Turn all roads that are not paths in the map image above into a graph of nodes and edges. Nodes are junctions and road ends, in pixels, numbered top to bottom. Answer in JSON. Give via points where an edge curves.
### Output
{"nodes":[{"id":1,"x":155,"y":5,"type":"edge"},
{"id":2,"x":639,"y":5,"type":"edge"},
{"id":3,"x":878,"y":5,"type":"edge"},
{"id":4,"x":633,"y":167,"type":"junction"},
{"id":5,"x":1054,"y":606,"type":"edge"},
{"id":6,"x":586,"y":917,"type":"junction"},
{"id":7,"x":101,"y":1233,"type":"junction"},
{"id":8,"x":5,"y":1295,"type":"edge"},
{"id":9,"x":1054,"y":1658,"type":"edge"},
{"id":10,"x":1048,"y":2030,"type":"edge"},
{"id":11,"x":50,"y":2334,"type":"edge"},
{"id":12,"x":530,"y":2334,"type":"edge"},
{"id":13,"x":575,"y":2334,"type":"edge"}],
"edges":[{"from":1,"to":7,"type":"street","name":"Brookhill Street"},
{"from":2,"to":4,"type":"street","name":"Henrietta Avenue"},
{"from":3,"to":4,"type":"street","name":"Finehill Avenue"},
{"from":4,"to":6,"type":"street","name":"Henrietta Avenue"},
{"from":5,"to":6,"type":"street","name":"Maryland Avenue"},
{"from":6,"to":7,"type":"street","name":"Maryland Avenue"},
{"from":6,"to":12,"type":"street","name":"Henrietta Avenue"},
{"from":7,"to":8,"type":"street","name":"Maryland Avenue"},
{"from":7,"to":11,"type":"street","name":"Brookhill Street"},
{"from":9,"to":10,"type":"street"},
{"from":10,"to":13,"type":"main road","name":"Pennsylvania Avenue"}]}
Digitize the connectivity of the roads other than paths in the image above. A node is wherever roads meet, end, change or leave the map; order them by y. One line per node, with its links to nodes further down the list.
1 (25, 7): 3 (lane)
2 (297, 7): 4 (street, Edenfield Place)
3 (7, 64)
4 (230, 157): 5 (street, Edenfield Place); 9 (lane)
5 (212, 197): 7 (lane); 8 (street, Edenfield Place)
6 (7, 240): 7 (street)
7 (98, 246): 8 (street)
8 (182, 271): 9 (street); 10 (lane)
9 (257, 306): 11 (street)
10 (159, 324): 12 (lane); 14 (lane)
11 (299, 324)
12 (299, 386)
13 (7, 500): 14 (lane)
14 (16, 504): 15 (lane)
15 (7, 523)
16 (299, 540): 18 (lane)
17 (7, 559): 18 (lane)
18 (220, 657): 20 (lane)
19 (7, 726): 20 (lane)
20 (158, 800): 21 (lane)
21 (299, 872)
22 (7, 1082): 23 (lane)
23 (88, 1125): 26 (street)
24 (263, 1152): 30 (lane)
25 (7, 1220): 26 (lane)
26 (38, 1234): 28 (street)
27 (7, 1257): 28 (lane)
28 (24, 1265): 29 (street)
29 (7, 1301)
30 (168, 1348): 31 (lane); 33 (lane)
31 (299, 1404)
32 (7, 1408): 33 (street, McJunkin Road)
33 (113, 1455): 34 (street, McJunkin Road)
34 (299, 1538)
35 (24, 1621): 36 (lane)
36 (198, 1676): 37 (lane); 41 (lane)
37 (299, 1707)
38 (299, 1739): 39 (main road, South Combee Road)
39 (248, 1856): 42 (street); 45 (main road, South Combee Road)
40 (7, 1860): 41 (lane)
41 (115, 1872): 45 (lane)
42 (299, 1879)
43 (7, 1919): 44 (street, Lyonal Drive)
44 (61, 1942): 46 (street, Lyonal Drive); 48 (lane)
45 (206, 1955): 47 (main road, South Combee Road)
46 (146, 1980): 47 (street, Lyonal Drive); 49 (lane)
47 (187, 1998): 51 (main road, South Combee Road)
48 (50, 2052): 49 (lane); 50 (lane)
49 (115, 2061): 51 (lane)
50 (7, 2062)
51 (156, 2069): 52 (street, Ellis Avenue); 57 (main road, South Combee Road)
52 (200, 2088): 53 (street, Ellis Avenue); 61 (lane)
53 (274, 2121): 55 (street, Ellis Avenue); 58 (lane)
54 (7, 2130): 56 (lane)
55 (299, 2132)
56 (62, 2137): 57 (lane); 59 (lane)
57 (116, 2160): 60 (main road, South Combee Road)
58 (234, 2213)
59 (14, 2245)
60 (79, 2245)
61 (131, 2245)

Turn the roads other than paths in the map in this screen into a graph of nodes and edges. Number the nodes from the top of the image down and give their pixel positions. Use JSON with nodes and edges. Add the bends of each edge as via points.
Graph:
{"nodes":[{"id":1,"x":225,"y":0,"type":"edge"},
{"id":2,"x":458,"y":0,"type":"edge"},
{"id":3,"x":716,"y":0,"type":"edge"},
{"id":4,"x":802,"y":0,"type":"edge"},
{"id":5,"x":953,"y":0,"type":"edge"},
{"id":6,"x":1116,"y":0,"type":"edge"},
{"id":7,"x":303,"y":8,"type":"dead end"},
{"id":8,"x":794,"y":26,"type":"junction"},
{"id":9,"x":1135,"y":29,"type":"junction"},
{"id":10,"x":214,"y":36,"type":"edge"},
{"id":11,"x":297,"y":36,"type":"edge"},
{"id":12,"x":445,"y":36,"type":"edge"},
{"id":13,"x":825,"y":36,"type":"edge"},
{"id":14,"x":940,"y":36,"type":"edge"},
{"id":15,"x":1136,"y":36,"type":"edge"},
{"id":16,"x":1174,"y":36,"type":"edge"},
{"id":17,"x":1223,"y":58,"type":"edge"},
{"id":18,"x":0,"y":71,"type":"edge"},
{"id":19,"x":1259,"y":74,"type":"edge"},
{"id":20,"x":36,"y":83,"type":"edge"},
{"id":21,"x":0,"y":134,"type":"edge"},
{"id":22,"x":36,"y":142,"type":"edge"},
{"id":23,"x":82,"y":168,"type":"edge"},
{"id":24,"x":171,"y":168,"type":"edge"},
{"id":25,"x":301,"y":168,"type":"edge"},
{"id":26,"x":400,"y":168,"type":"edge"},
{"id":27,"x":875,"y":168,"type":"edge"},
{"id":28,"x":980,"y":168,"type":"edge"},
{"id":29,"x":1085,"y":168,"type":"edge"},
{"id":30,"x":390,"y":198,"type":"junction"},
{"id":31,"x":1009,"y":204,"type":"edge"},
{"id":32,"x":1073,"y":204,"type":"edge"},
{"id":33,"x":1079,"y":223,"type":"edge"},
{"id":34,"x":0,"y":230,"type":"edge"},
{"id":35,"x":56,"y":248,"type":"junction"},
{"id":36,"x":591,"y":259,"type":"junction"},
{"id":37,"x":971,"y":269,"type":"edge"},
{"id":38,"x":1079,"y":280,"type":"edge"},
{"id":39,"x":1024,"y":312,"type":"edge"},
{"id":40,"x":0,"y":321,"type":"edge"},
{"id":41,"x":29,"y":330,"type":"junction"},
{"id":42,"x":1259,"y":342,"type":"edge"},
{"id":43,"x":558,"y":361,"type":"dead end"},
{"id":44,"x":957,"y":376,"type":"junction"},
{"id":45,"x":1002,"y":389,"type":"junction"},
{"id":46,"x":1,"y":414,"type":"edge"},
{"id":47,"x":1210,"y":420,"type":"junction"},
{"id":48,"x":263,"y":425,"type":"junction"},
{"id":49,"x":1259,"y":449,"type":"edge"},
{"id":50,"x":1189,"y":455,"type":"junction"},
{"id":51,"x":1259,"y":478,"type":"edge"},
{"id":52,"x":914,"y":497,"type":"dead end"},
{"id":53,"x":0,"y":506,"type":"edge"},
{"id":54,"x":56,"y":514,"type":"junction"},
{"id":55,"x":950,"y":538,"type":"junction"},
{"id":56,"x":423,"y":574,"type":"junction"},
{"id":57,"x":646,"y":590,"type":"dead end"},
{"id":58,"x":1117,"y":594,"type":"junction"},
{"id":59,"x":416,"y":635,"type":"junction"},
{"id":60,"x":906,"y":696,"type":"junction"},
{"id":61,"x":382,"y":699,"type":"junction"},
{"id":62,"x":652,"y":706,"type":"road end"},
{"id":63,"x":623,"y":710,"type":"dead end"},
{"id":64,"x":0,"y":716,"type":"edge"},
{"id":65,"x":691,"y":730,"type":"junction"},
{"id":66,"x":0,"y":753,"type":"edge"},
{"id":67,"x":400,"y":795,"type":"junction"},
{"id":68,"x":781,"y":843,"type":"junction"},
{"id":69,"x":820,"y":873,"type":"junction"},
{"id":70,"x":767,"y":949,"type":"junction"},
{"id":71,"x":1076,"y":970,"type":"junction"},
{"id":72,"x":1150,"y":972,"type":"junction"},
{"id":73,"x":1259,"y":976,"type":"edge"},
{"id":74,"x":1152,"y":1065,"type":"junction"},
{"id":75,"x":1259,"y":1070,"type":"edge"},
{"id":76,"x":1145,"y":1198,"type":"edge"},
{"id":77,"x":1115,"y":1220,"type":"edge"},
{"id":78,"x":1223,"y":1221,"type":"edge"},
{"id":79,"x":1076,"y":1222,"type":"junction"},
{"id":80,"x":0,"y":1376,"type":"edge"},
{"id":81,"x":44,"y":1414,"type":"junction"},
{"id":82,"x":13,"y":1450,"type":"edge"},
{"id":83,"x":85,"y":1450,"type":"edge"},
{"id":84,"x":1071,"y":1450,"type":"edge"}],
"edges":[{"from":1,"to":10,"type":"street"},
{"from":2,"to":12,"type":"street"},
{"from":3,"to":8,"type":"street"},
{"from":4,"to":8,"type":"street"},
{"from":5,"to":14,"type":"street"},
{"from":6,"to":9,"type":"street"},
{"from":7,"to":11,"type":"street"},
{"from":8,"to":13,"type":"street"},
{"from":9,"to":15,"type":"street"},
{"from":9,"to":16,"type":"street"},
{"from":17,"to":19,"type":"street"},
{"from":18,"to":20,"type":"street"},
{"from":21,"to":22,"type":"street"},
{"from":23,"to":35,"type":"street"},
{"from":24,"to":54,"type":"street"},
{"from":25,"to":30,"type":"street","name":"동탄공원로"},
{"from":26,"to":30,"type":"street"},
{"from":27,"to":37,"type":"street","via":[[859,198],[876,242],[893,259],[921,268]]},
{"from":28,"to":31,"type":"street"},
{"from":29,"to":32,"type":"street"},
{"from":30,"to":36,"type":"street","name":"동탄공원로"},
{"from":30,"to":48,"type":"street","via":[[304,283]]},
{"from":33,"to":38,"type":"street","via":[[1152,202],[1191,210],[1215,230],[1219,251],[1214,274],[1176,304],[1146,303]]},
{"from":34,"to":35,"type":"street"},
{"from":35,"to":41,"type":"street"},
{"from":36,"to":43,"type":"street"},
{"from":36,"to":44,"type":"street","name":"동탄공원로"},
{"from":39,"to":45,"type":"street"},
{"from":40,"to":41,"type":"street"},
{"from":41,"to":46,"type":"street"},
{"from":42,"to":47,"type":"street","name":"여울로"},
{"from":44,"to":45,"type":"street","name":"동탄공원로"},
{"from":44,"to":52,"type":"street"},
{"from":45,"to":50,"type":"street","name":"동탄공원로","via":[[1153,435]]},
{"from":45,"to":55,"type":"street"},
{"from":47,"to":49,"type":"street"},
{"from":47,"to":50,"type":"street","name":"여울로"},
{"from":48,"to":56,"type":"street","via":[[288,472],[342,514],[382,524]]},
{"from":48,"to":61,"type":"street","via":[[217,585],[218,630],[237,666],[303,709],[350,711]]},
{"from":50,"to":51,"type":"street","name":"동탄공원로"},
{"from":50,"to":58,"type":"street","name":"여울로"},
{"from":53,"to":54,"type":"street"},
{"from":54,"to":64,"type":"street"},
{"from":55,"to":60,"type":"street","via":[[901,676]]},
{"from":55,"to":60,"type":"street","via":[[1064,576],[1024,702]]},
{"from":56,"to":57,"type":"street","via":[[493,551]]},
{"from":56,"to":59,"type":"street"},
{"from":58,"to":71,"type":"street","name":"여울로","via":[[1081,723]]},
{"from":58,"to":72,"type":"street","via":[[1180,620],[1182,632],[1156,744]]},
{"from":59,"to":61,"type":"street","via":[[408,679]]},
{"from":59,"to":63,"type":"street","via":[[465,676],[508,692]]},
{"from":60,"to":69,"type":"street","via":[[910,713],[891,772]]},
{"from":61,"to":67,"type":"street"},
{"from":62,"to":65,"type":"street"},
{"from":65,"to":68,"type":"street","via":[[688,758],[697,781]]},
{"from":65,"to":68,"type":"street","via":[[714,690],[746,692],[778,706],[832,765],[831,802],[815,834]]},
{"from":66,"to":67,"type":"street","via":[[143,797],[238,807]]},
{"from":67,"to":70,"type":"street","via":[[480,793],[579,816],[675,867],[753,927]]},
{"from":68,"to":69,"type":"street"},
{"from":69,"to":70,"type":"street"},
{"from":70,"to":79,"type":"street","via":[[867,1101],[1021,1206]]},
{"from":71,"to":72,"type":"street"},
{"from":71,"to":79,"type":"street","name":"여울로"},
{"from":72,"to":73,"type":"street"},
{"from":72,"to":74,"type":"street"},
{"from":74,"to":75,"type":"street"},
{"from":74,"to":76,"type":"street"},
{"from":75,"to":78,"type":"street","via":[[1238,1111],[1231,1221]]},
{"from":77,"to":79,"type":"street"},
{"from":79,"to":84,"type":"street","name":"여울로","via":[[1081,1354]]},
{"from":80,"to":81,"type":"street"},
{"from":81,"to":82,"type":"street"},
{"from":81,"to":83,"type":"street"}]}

• • • •

● Exercise prompt:
What are the lines above that hold the string "Turn"? Copy them.

● Response:
Turn all roads that are not paths in the map image above into a graph of nodes and edges. Nodes are junctions and road ends, in pixels, numbered top to bottom. Answer in JSON. Give via points where an edge curves.
Turn the roads other than paths in the map in this screen into a graph of nodes and edges. Number the nodes from the top of the image down and give their pixel positions. Use JSON with nodes and edges. Add the bends of each edge as via points.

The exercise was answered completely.